SUPPLIED INFORMATION:
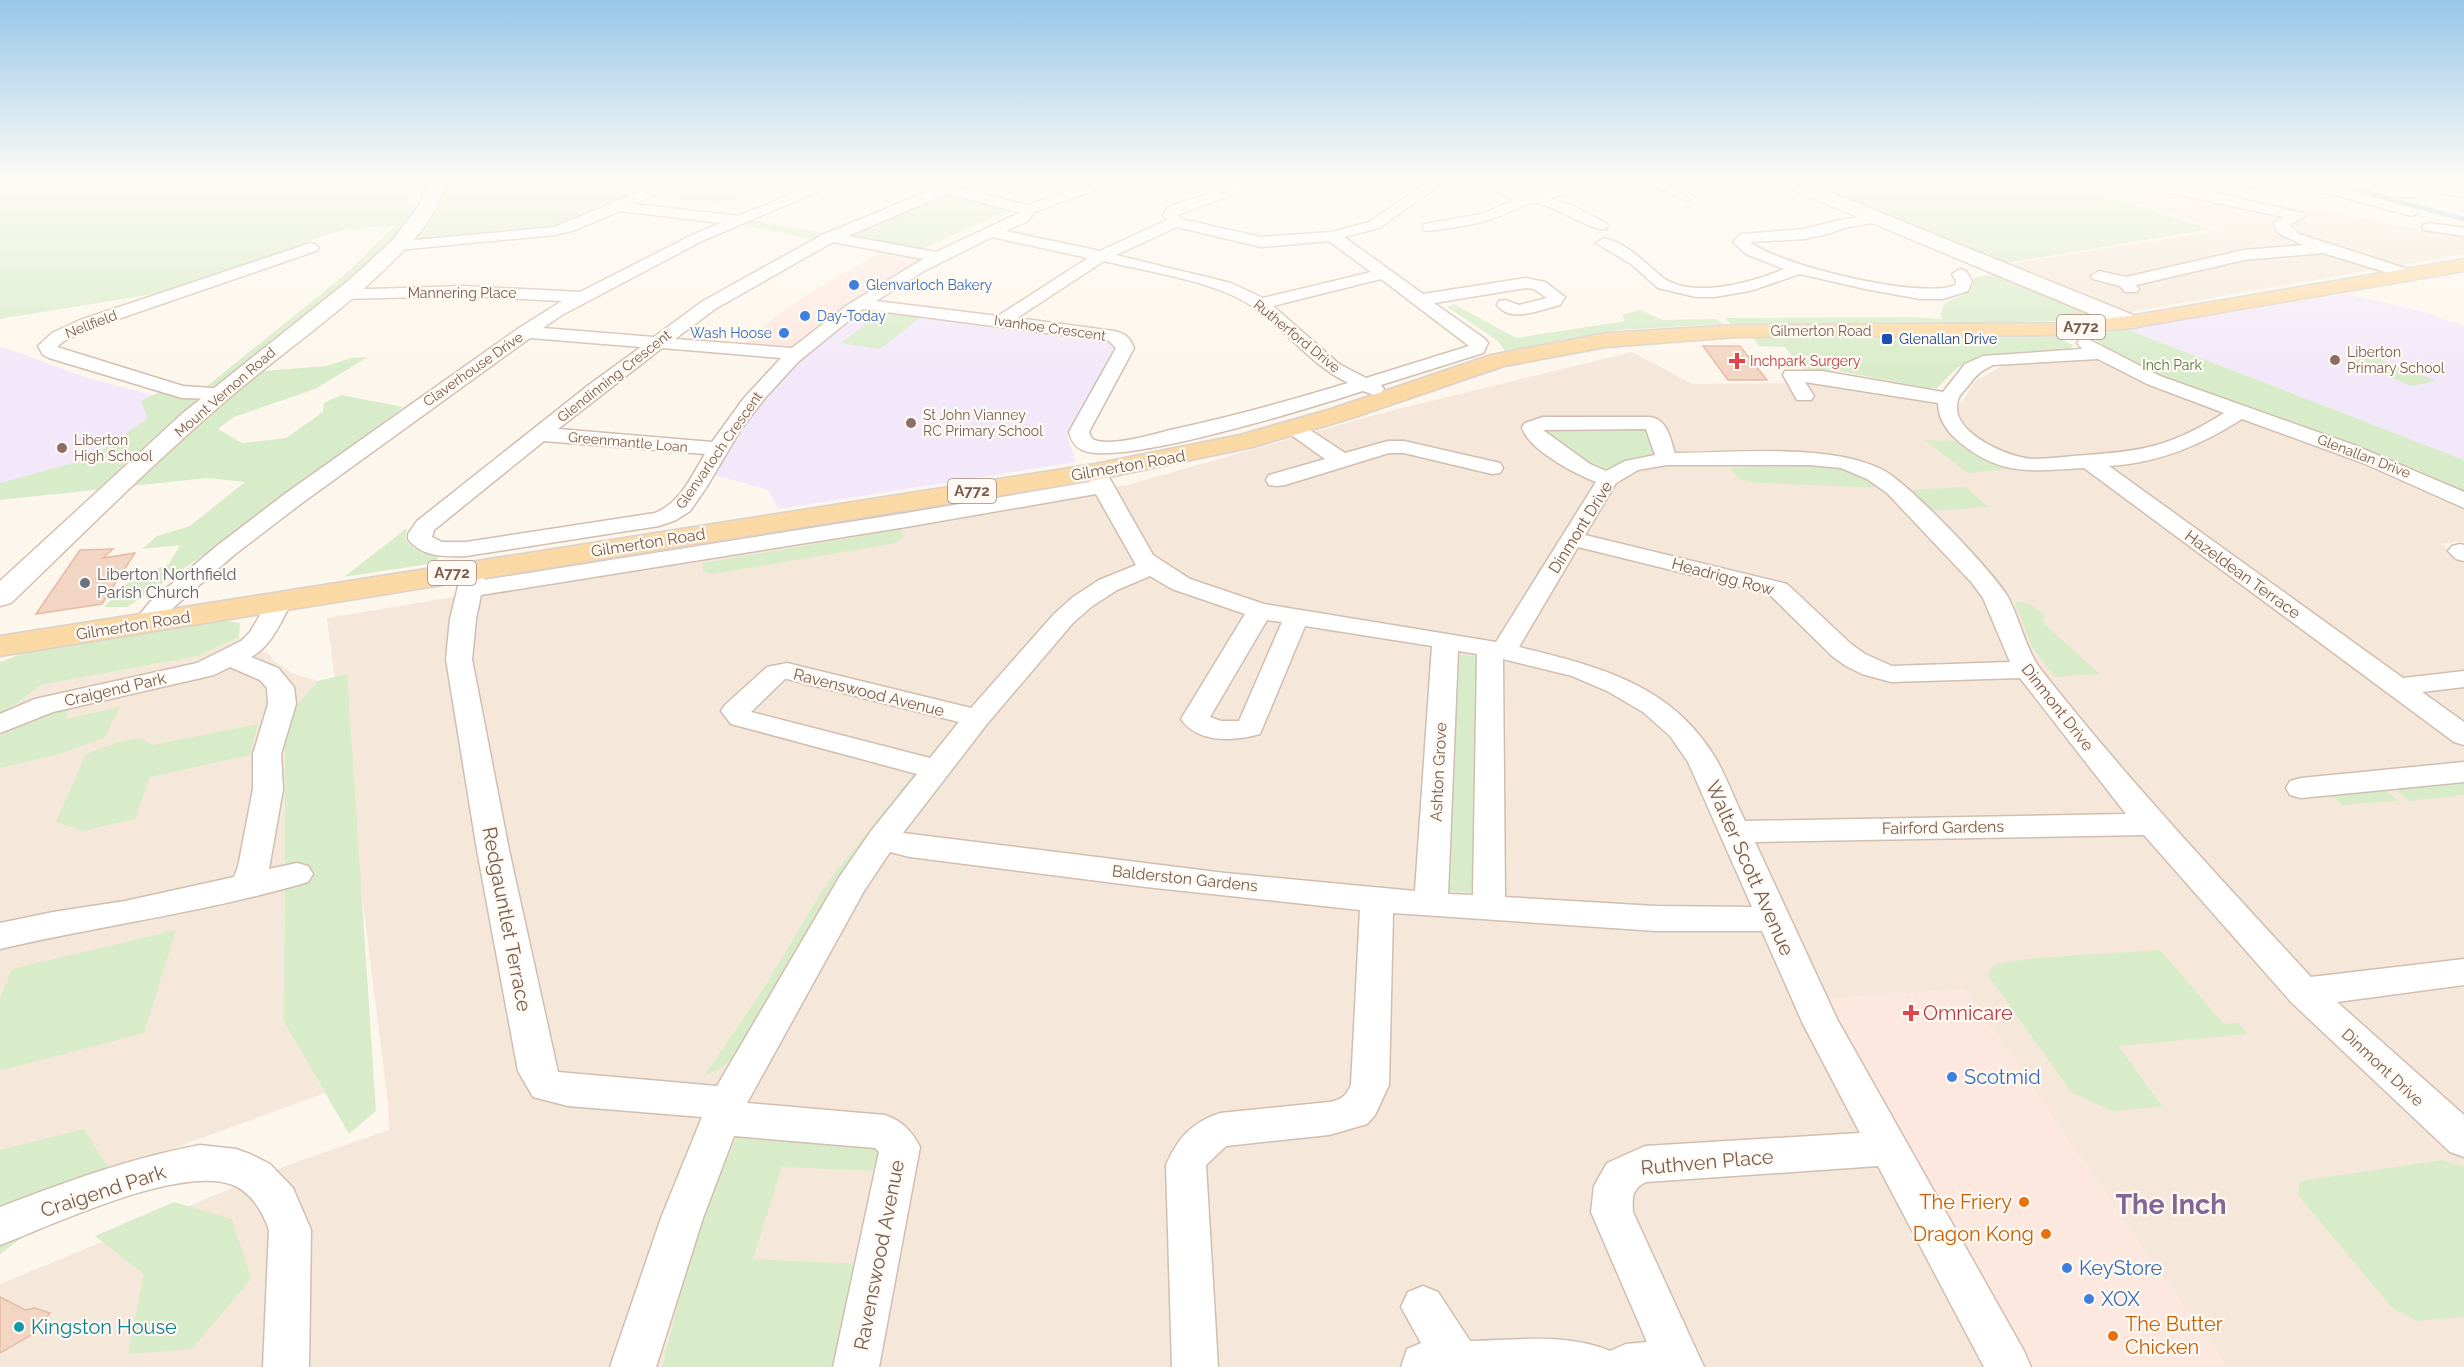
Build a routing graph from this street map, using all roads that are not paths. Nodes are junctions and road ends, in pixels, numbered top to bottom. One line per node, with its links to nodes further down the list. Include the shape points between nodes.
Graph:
1 (412, 244): 14 (street)
2 (685, 244): 30 (street, Claverhouse Drive)
3 (816, 244): 41 (street, Glendinning Crescent, via 751,279)
4 (864, 244): 17 (street)
5 (953, 244): 17 (street, Glenvarloch Crescent)
6 (960, 244): 17 (street, Glenvarloch Crescent)
7 (1045, 244): 18 (street, Rutherford Drive)
8 (1126, 244): 18 (street)
9 (1343, 244): 22 (street)
10 (1606, 244): 27 (street, via 1640,263 1649,276)
11 (1740, 244): 20 (street)
12 (1940, 244): 38 (street)
13 (2313, 244): 16 (street)
14 (398, 245): 28 (street, Mount Vernon Road)
15 (311, 248): 45 (street, Nellfield, via 87,324 48,346 55,354 182,392)
16 (2324, 248): 24 (street); 25 (street, via 2244,255 2129,285)
17 (928, 256): 32 (street, Glenvarloch Crescent)
18 (1102, 256): 33 (street, Rutherford Drive, via 1225,286); 37 (street, via 1053,284)
19 (2464, 265): 24 (main road, Gilmerton Road / A772)
20 (1798, 269): 27 (street, via 1750,286); 29 (street)
21 (1487, 273): 26 (street, via 1466,278)
22 (1384, 274): 31 (street); 33 (street)
23 (1960, 274): 29 (street, via 1962,288)
24 (2408, 274): 38 (main road, Gilmerton Road / A772)
25 (2099, 276)
26 (1478, 291): 31 (street); 34 (street, via 1526,283 1539,285 1557,297 1518,310)
27 (1687, 291): 35 (street)
28 (344, 294): 30 (street, Mannering Place, via 464,291); 45 (street, Mount Vernon Road)
29 (1935, 295): 36 (street)
30 (579, 297): 40 (street, Claverhouse Drive)
31 (1419, 300): 44 (street, via 1479,343 1477,349)
32 (861, 304): 37 (street, Ivanhoe Crescent); 43 (street, Glenvarloch Crescent)
33 (1261, 304): 44 (street, Rutherford Drive, via 1332,368)
34 (1505, 305)
35 (1706, 307)
36 (1931, 312)
37 (1002, 321): 44 (street, Ivanhoe Crescent, via 1099,333 1122,341 1125,348 1079,432 1082,441 1090,446 1105,448 1152,441 1272,413)
38 (2130, 322): 39 (main road, Gilmerton Road / A772)
39 (2065, 329): 42 (street, Glenallan Drive); 47 (main road, Gilmerton Road / A772, via 1737,331 1626,338 1499,360)
40 (525, 332): 41 (street); 69 (street, Claverhouse Drive, via 226,550)
41 (657, 342): 43 (street); 51 (street, Glendinning Crescent)
42 (2100, 353): 48 (street, via 1989,360 1972,368); 49 (street, Glenallan Drive, via 2140,374)
43 (796, 354): 52 (street, Glenvarloch Crescent, via 764,386)
44 (1365, 384): 47 (street, Rutherford Drive)
45 (221, 393): 65 (street, Mount Vernon Road)
46 (1804, 396): 48 (street, via 1792,375)
47 (1391, 397): 50 (main road, Gilmerton Road / A772)
48 (1948, 399): 55 (street, via 1947,414 1983,452 2032,465)
49 (2240, 412): 55 (street, via 2175,447 2127,459); 60 (street, Glenallan Drive, via 2389,464)
50 (1294, 428): 54 (street); 57 (main road, Gilmerton Road / A772)
51 (538, 434): 52 (street, Greenmantle Loan); 62 (street, Glendinning Crescent, via 425,526 420,539)
52 (717, 449): 62 (street, Glenvarloch Crescent, via 685,504 674,514 659,519 465,549 443,550)
53 (1667, 459): 58 (street, Dinmont Drive, via 1632,465); 58 (street, via 1651,423 1542,423 1532,427 1534,435 1582,469); 74 (street, Dinmont Drive, via 1809,459 1845,462 1875,474 1895,488 1981,578 1995,597)
54 (1341, 460): 56 (street, via 1388,447 1404,447); 59 (street)
55 (2088, 461): 76 (street, Hazeldean Terrace)
56 (1492, 468)
57 (1098, 479): 63 (street, Walter Scott Avenue, via 1135,548); 64 (main road, Gilmerton Road / A772)
58 (1608, 479): 61 (street, Dinmont Drive)
59 (1277, 480)
60 (2464, 501)
61 (1572, 539): 72 (street, Dinmont Drive); 74 (street, Headrigg Row, via 1778,589 1845,655 1871,670 1891,674)
62 (425, 544)
63 (1152, 567): 67 (street, Walter Scott Avenue, via 1198,591); 77 (street, via 1108,585 1082,602)
64 (473, 580): 66 (main road, Gilmerton Road / A772); 95 (street, Redgauntlet Terrace, via 463,619 459,659 537,1071 546,1086)
65 (0, 597)
66 (280, 602): 69 (main road, Gilmerton Road / A772); 73 (street, Craigend Park, via 260,636)
67 (1260, 611): 68 (street, Walter Scott Avenue); 68 (street, via 1195,719 1202,726 1240,731 1250,728)
68 (1296, 618): 70 (street, Walter Scott Avenue)
69 (146, 623): 71 (main road, Gilmerton Road / A772)
70 (1445, 640): 72 (street, Walter Scott Avenue); 89 (street, Ashton Grove)
71 (0, 646)
72 (1497, 649): 84 (street, Walter Scott Avenue, via 1581,670 1653,706 1680,730 1702,760); 90 (street)
73 (231, 658): 78 (street, Craigend Park, via 206,669 45,705); 87 (street, via 269,674 280,687 282,704 267,754 268,789 254,867)
74 (2027, 670): 83 (street, Dinmont Drive)
75 (2464, 679): 76 (street)
76 (2397, 687): 79 (street, Hazeldean Terrace)
77 (978, 718): 80 (street); 80 (street, Ravenswood Avenue, via 787,671 776,673 735,711 741,718)
78 (0, 724)
79 (2464, 736)
80 (937, 770): 85 (street)
81 (2464, 772): 82 (street)
82 (2301, 788)
83 (2153, 824): 84 (street, Fairford Gardens); 94 (street, Dinmont Drive)
84 (1733, 832): 91 (street, Walter Scott Avenue)
85 (882, 839): 88 (street, Balderston Gardens, via 910,846 1089,868); 95 (street, via 851,884)
86 (297, 874): 87 (street)
87 (247, 884): 92 (street, via 125,913)
88 (1377, 899): 89 (street, Balderston Gardens); 105 (street, via 1370,1084 1365,1099 1353,1112 1334,1118 1220,1131 1204,1138 1192,1150 1186,1165)
89 (1431, 904): 90 (street, Balderston Gardens)
90 (1489, 909): 91 (street, Balderston Gardens, via 1680,919)
91 (1772, 918): 97 (street, Walter Scott Avenue, via 1821,1024)
92 (0, 936)
93 (2464, 972): 94 (street)
94 (2303, 992): 96 (street, Dinmont Drive)
95 (725, 1111): 103 (street, via 682,1218); 104 (street, Ravenswood Avenue, via 885,1132 900,1148)
96 (2464, 1140)
97 (1888, 1148): 100 (street, Ruthven Place, via 1645,1164 1629,1169 1616,1180 1611,1194 1612,1212); 108 (street, Walter Scott Avenue)
98 (0, 1226): 102 (street, Craigend Park, via 101,1187 161,1170 200,1163 236,1167 256,1177 279,1201 290,1230)
99 (1423, 1307): 101 (street)
100 (1678, 1364): 107 (street, Ruthven Place)
101 (1446, 1365): 106 (street, via 1555,1362)
102 (286, 1367)
103 (633, 1367)
104 (856, 1367)
105 (1195, 1367)
106 (1594, 1367)
107 (1626, 1367)
108 (2008, 1367)

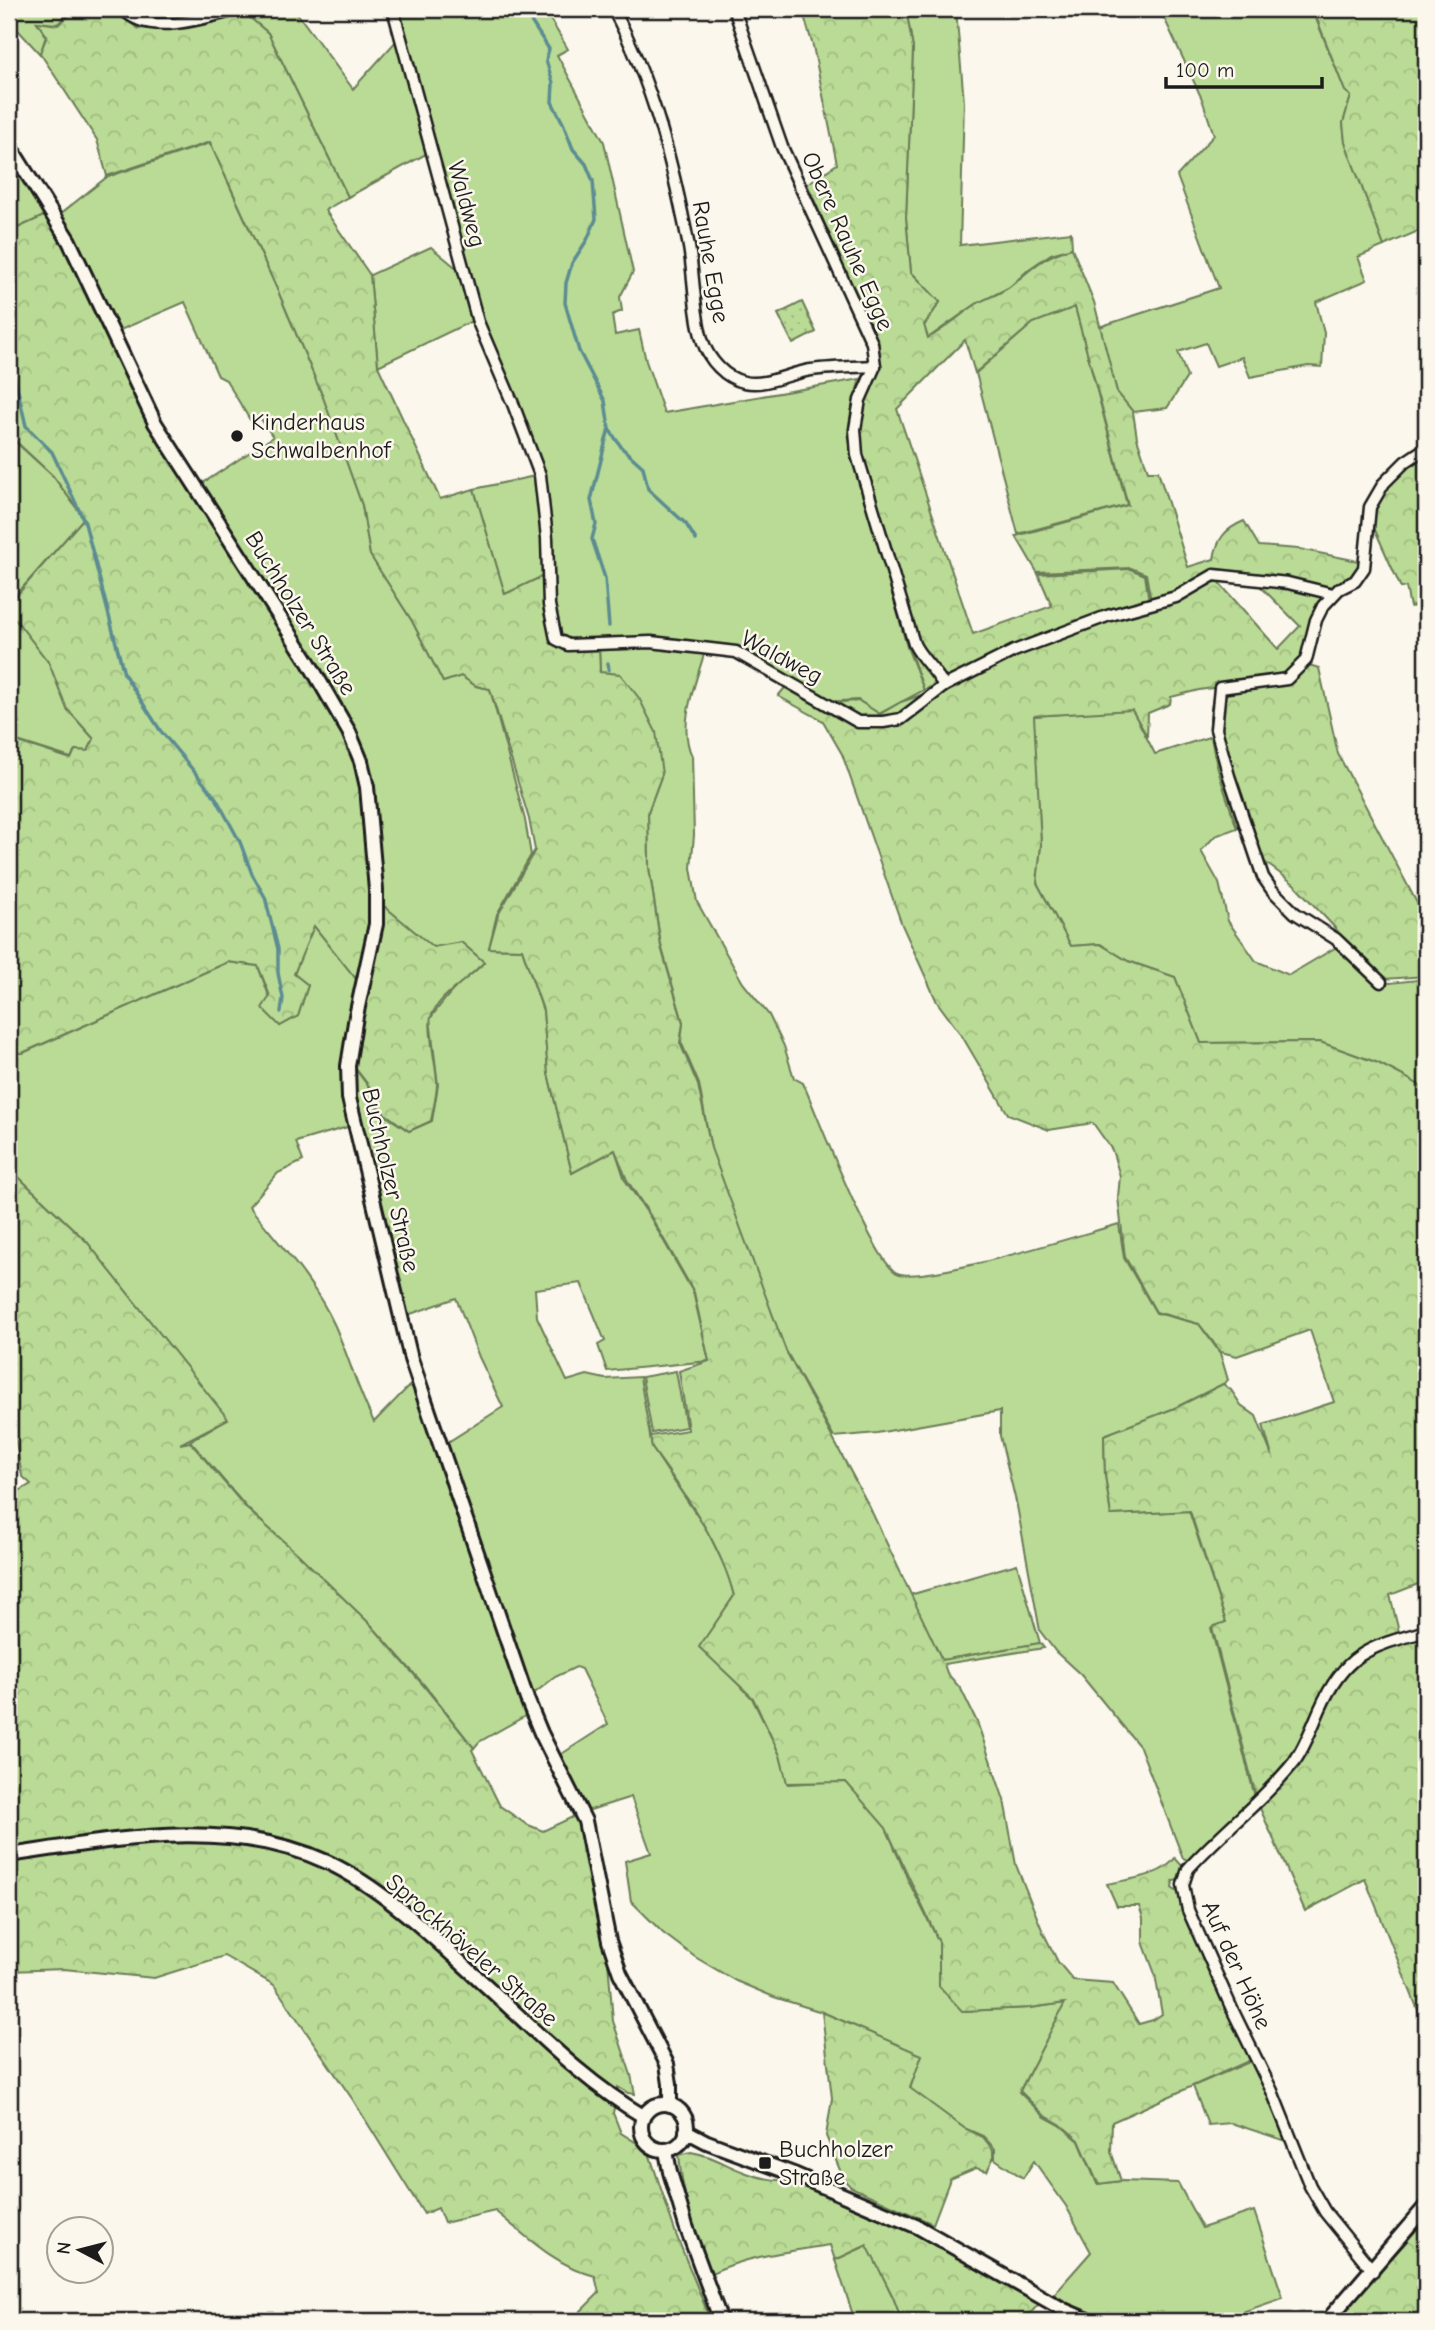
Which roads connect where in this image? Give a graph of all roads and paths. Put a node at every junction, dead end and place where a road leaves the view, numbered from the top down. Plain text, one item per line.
1 (123, 9) edge
2 (240, 9) edge
3 (393, 9) edge
4 (613, 9) edge
5 (734, 9) edge
6 (9, 145) edge
7 (875, 366) junction
8 (1426, 452) edge
9 (1334, 594) junction
10 (944, 686) junction
11 (1381, 982) dead end
12 (1426, 1631) edge
13 (9, 1854) edge
14 (670, 2105) junction
15 (643, 2116) junction
16 (686, 2131) junction
17 (666, 2151) junction
18 (1426, 2207) edge
19 (1373, 2271) junction
20 (721, 2321) edge
21 (1090, 2321) edge
22 (1327, 2321) edge

1 - 2 street
3 - 10 street, Waldweg
4 - 7 street, Rauhe Egge
5 - 7 street, Obere Rauhe Egge
6 - 14 street, Buchholzer Straße
7 - 10 street, Obere Rauhe Egge
8 - 9 street
9 - 10 street, Waldweg
9 - 11 street
12 - 19 street, Auf der Höhe
13 - 15 street, Sprockhöveler Straße
14 - 15 street
14 - 16 street
15 - 17 street
16 - 17 street
16 - 21 street
17 - 20 street
18 - 19 street
19 - 22 street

ABOUT THIS TASK: Among the lines above, return those that contain the string "Glendinning".

SOLUTION:
3 (816, 244): 41 (street, Glendinning Crescent, via 751,279)
41 (657, 342): 43 (street); 51 (street, Glendinning Crescent)
51 (538, 434): 52 (street, Greenmantle Loan); 62 (street, Glendinning Crescent, via 425,526 420,539)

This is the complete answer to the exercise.